"Der IWF entscheidet nicht"
7. Juli 2015DW: Der Internationale Währungsfond (IWF) unterstützt die griechische Position, dass Athen dringend einen Schuldennachlass braucht. Die europäischen Regierungschefs haben aber bisher keine Neigung dazu erkennen lassen. Sind sich die Kreditgeber in einer entscheidenden Frage uneinig?
Kirkegaard: Ich denke nicht, dass diese Uneinigkeit wirklich substanziell ist. Wenn man hinter vorgehaltener Hand mit Vertretern der Eurozone spricht, sagen sie alle, dass ihnen klar ist, dass ein Großteil des Geldes, das man Griechenland geliehen hat, verloren ist. Die Schulden müssen also neu strukturiert werden. Es geht nicht mehr um das Ob, sondern um das Wann und Wie.
Was heißt das genau?
Der wirkliche Riss zwischen dem IWF und der Eurozone besteht darin, dass eine starke Fraktion im IWF einen sofortigen Schuldennachlass befürwortet, damit die griechische Wirtschaft wieder in Schwung kommt. Eine andere Gruppe im IWF ist näher an der Position der Eurozone und will einen Schuldennachlass erst zugestehen, wenn Griechenland seine Hausaufgaben gemacht hat und seine Reformversprechungen erfüllt.
Am Ende werden die Europäer entscheiden, nicht der IWF; denn es geht um europäische Kredite. Und ich erwarte, dass die Europäer bei ihrer Position bleiben: Schuldennachlass nur gegen Reformen.

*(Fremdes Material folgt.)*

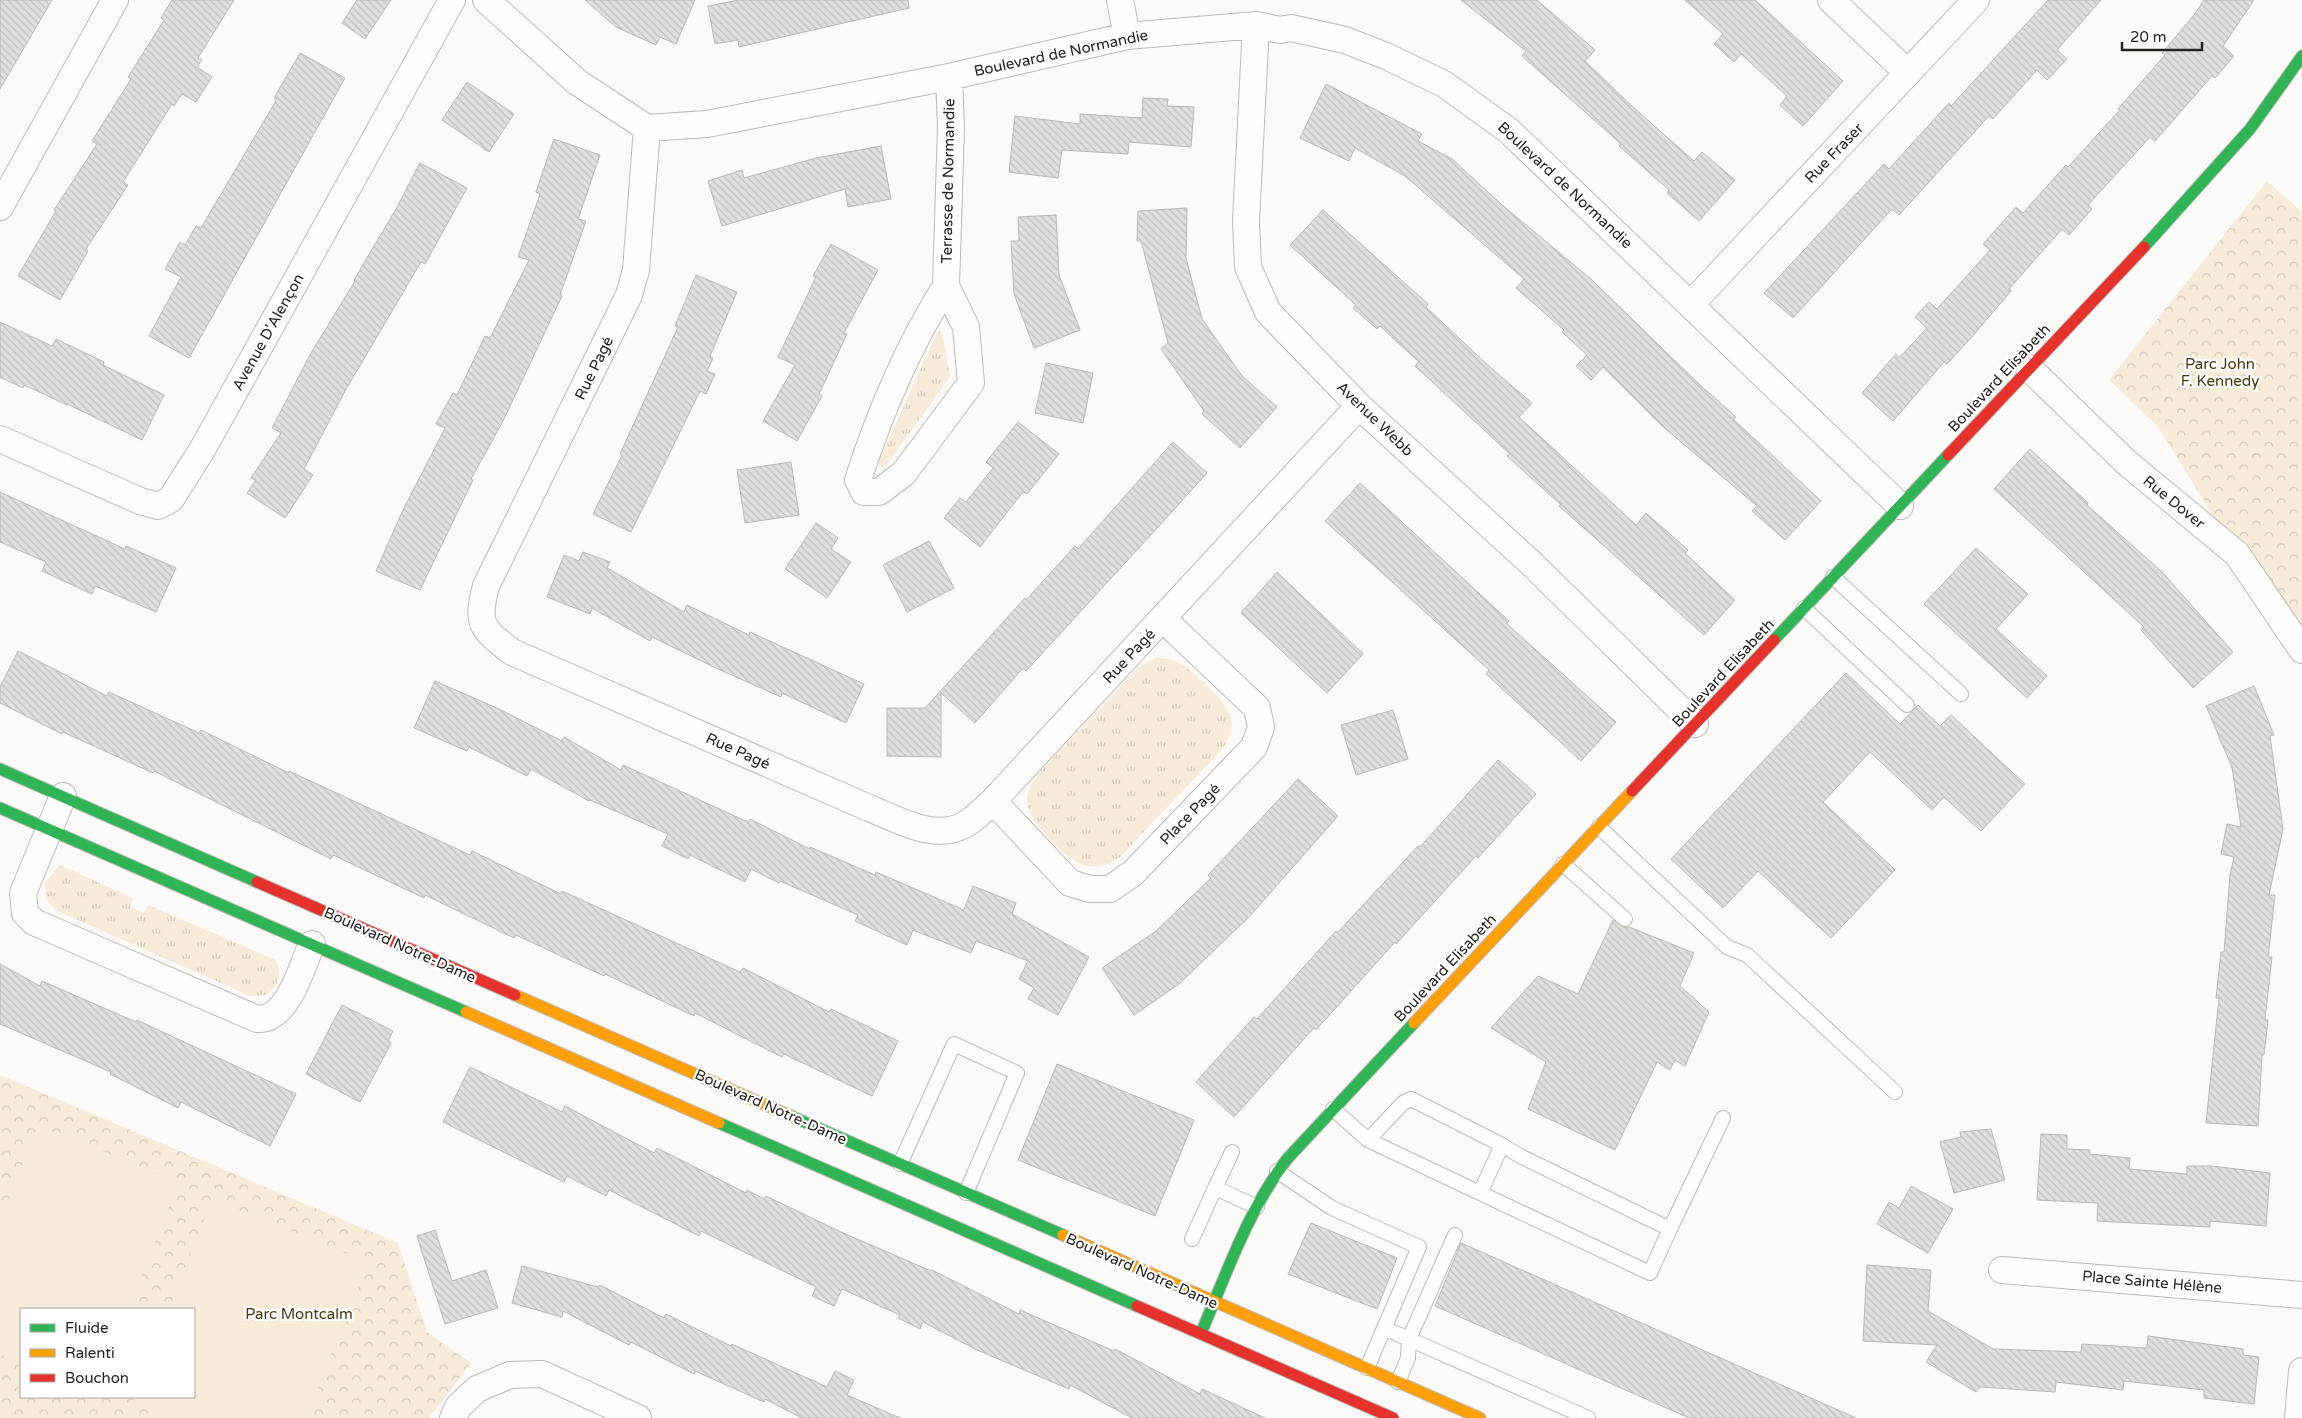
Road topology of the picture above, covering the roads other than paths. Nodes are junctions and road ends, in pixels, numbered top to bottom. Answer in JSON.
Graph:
{"nodes":[{"id":1,"x":115,"y":0,"type":"edge"},
{"id":2,"x":452,"y":0,"type":"edge"},
{"id":3,"x":486,"y":0,"type":"edge"},
{"id":4,"x":1120,"y":0,"type":"edge"},
{"id":5,"x":1832,"y":0,"type":"edge"},
{"id":6,"x":1976,"y":0,"type":"edge"},
{"id":7,"x":1256,"y":25,"type":"junction"},
{"id":8,"x":1127,"y":36,"type":"junction"},
{"id":9,"x":2302,"y":56,"type":"edge"},
{"id":10,"x":1908,"y":73,"type":"junction"},
{"id":11,"x":949,"y":77,"type":"junction"},
{"id":12,"x":647,"y":128,"type":"junction"},
{"id":13,"x":0,"y":207,"type":"edge"},
{"id":14,"x":946,"y":286,"type":"junction"},
{"id":15,"x":1691,"y":304,"type":"junction"},
{"id":16,"x":2029,"y":368,"type":"junction"},
{"id":17,"x":1359,"y":406,"type":"junction"},
{"id":18,"x":0,"y":439,"type":"edge"},
{"id":19,"x":1900,"y":506,"type":"junction"},
{"id":20,"x":1833,"y":577,"type":"junction"},
{"id":21,"x":1804,"y":608,"type":"junction"},
{"id":22,"x":1163,"y":619,"type":"junction"},
{"id":23,"x":2302,"y":650,"type":"edge"},
{"id":24,"x":1962,"y":694,"type":"dead end"},
{"id":25,"x":1907,"y":705,"type":"dead end"},
{"id":26,"x":1695,"y":724,"type":"junction"},
{"id":27,"x":0,"y":769,"type":"edge"},
{"id":28,"x":63,"y":796,"type":"junction"},
{"id":29,"x":993,"y":801,"type":"junction"},
{"id":30,"x":0,"y":808,"type":"edge"},
{"id":31,"x":1599,"y":827,"type":"junction"},
{"id":32,"x":49,"y":829,"type":"junction"},
{"id":33,"x":1563,"y":864,"type":"junction"},
{"id":34,"x":1625,"y":919,"type":"dead end"},
{"id":35,"x":312,"y":944,"type":"junction"},
{"id":36,"x":1895,"y":1092,"type":"dead end"},
{"id":37,"x":1333,"y":1109,"type":"junction"},
{"id":38,"x":1723,"y":1118,"type":"dead end"},
{"id":39,"x":1368,"y":1140,"type":"junction"},
{"id":40,"x":1502,"y":1145,"type":"junction"},
{"id":41,"x":1232,"y":1152,"type":"dead end"},
{"id":42,"x":900,"y":1164,"type":"junction"},
{"id":43,"x":1277,"y":1171,"type":"junction"},
{"id":44,"x":1215,"y":1188,"type":"junction"},
{"id":45,"x":966,"y":1193,"type":"junction"},
{"id":46,"x":1480,"y":1193,"type":"junction"},
{"id":47,"x":1257,"y":1207,"type":"junction"},
{"id":48,"x":1670,"y":1229,"type":"junction"},
{"id":49,"x":1455,"y":1235,"type":"dead end"},
{"id":50,"x":1192,"y":1239,"type":"dead end"},
{"id":51,"x":2002,"y":1270,"type":"dead end"},
{"id":52,"x":2302,"y":1296,"type":"edge"},
{"id":53,"x":1214,"y":1303,"type":"junction"},
{"id":54,"x":1384,"y":1328,"type":"junction"},
{"id":55,"x":1201,"y":1333,"type":"junction"},
{"id":56,"x":1409,"y":1339,"type":"junction"},
{"id":57,"x":1367,"y":1368,"type":"junction"},
{"id":58,"x":2302,"y":1371,"type":"edge"},
{"id":59,"x":1398,"y":1382,"type":"junction"},
{"id":60,"x":453,"y":1418,"type":"edge"},
{"id":61,"x":638,"y":1418,"type":"edge"},
{"id":62,"x":1393,"y":1418,"type":"edge"},
{"id":63,"x":1480,"y":1418,"type":"edge"},
{"id":64,"x":1588,"y":1418,"type":"edge"},
{"id":65,"x":2298,"y":1418,"type":"edge"}],
"edges":[{"from":1,"to":13,"type":"street"},
{"from":2,"to":18,"type":"street","name":"Avenue D'Alençon"},
{"from":3,"to":12,"type":"street"},
{"from":4,"to":8,"type":"street"},
{"from":5,"to":10,"type":"street"},
{"from":6,"to":10,"type":"street","name":"Rue Fraser"},
{"from":7,"to":8,"type":"street","name":"Boulevard de Normandie"},
{"from":7,"to":15,"type":"street","name":"Boulevard de Normandie"},
{"from":7,"to":17,"type":"street","name":"Avenue Webb"},
{"from":8,"to":11,"type":"street","name":"Boulevard de Normandie"},
{"from":9,"to":16,"type":"street","name":"Boulevard Elisabeth"},
{"from":10,"to":15,"type":"street","name":"Rue Fraser"},
{"from":11,"to":12,"type":"street","name":"Boulevard de Normandie"},
{"from":11,"to":14,"type":"street","name":"Terrasse de Normandie"},
{"from":12,"to":29,"type":"street","name":"Rue Pagé"},
{"from":14,"to":14,"type":"street","name":"Terrasse de Normandie"},
{"from":15,"to":19,"type":"street","name":"Boulevard de Normandie"},
{"from":16,"to":19,"type":"street","name":"Boulevard Elisabeth"},
{"from":16,"to":23,"type":"street","name":"Rue Dover"},
{"from":17,"to":22,"type":"street","name":"Rue Pagé"},
{"from":17,"to":26,"type":"street","name":"Avenue Webb"},
{"from":19,"to":20,"type":"street","name":"Boulevard Elisabeth"},
{"from":20,"to":21,"type":"street","name":"Boulevard Elisabeth"},
{"from":20,"to":24,"type":"lane"},
{"from":21,"to":25,"type":"lane"},
{"from":21,"to":26,"type":"street","name":"Boulevard Elisabeth"},
{"from":22,"to":29,"type":"street","name":"Rue Pagé"},
{"from":22,"to":29,"type":"street","name":"Place Pagé"},
{"from":26,"to":31,"type":"street","name":"Boulevard Elisabeth"},
{"from":27,"to":28,"type":"street","name":"Boulevard Notre-Dame"},
{"from":28,"to":32,"type":"street"},
{"from":28,"to":42,"type":"street","name":"Boulevard Notre-Dame"},
{"from":30,"to":32,"type":"street"},
{"from":31,"to":33,"type":"street","name":"Boulevard Elisabeth"},
{"from":31,"to":36,"type":"lane"},
{"from":32,"to":35,"type":"street"},
{"from":32,"to":35,"type":"street"},
{"from":33,"to":34,"type":"lane"},
{"from":33,"to":37,"type":"street","name":"Boulevard Elisabeth"},
{"from":35,"to":55,"type":"street"},
{"from":37,"to":39,"type":"lane"},
{"from":37,"to":43,"type":"street","name":"Boulevard Elisabeth"},
{"from":38,"to":48,"type":"lane"},
{"from":39,"to":40,"type":"lane"},
{"from":39,"to":46,"type":"lane"},
{"from":40,"to":46,"type":"lane"},
{"from":40,"to":48,"type":"lane"},
{"from":41,"to":44,"type":"lane"},
{"from":42,"to":45,"type":"street","name":"Boulevard Notre-Dame"},
{"from":42,"to":45,"type":"lane"},
{"from":43,"to":47,"type":"street","name":"Boulevard Elisabeth"},
{"from":43,"to":54,"type":"lane"},
{"from":44,"to":47,"type":"lane"},
{"from":44,"to":50,"type":"lane"},
{"from":45,"to":53,"type":"street","name":"Boulevard Notre-Dame"},
{"from":46,"to":48,"type":"lane"},
{"from":47,"to":53,"type":"street","name":"Boulevard Elisabeth"},
{"from":49,"to":56,"type":"lane"},
{"from":51,"to":52,"type":"street","name":"Place Sainte Hélène"},
{"from":53,"to":55,"type":"street","name":"Boulevard Elisabeth"},
{"from":53,"to":57,"type":"street","name":"Boulevard Notre-Dame"},
{"from":54,"to":56,"type":"lane"},
{"from":54,"to":57,"type":"lane"},
{"from":55,"to":62,"type":"street"},
{"from":56,"to":59,"type":"lane"},
{"from":56,"to":64,"type":"lane"},
{"from":57,"to":59,"type":"street","name":"Boulevard Notre-Dame"},
{"from":58,"to":65,"type":"street"},
{"from":59,"to":63,"type":"street","name":"Boulevard Notre-Dame"},
{"from":60,"to":61,"type":"street"}]}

Wird denn durch den IWF-Report nicht eindeutig die griechische Position gestärkt und die deutsche geschwächt?
Der Report hilft Alexis Tsipras vor allem zu Hause, weil er den griechischen Wählern erklären kann, warum er so lange ausgehalten hat, warum die Griechen geschlossene Banken und andere Härten in Kauf nehmen müssen. Aber der Report wird kaum eine Wirkung haben, wo es wirklich zählt: bei den anderen europäischen Regierungen. Die haben ihre eigene Wählerschaft zu Hause. Am Ende wird es den Griechen nicht helfen.
Werden die Verhandlungen durch die Uneinigkeit zwischen den Institutionen nicht zumindest komplizierter?
Sie könnten etwas komplizierter werden, wenn es den Griechen gelingen sollte, die unterschiedlichen Positionen innerhalb der Troika gegeneinander auszuspielen. Aber dann müssen wir auch fragen: Wer profitiert von einer Verzögerung? Keiner! Und wer wird durch eine Verzögerung weiter beschädigt? Griechenland. Die griechischen Banken werden geschlossen bleiben, bis es eine Einigung gibt.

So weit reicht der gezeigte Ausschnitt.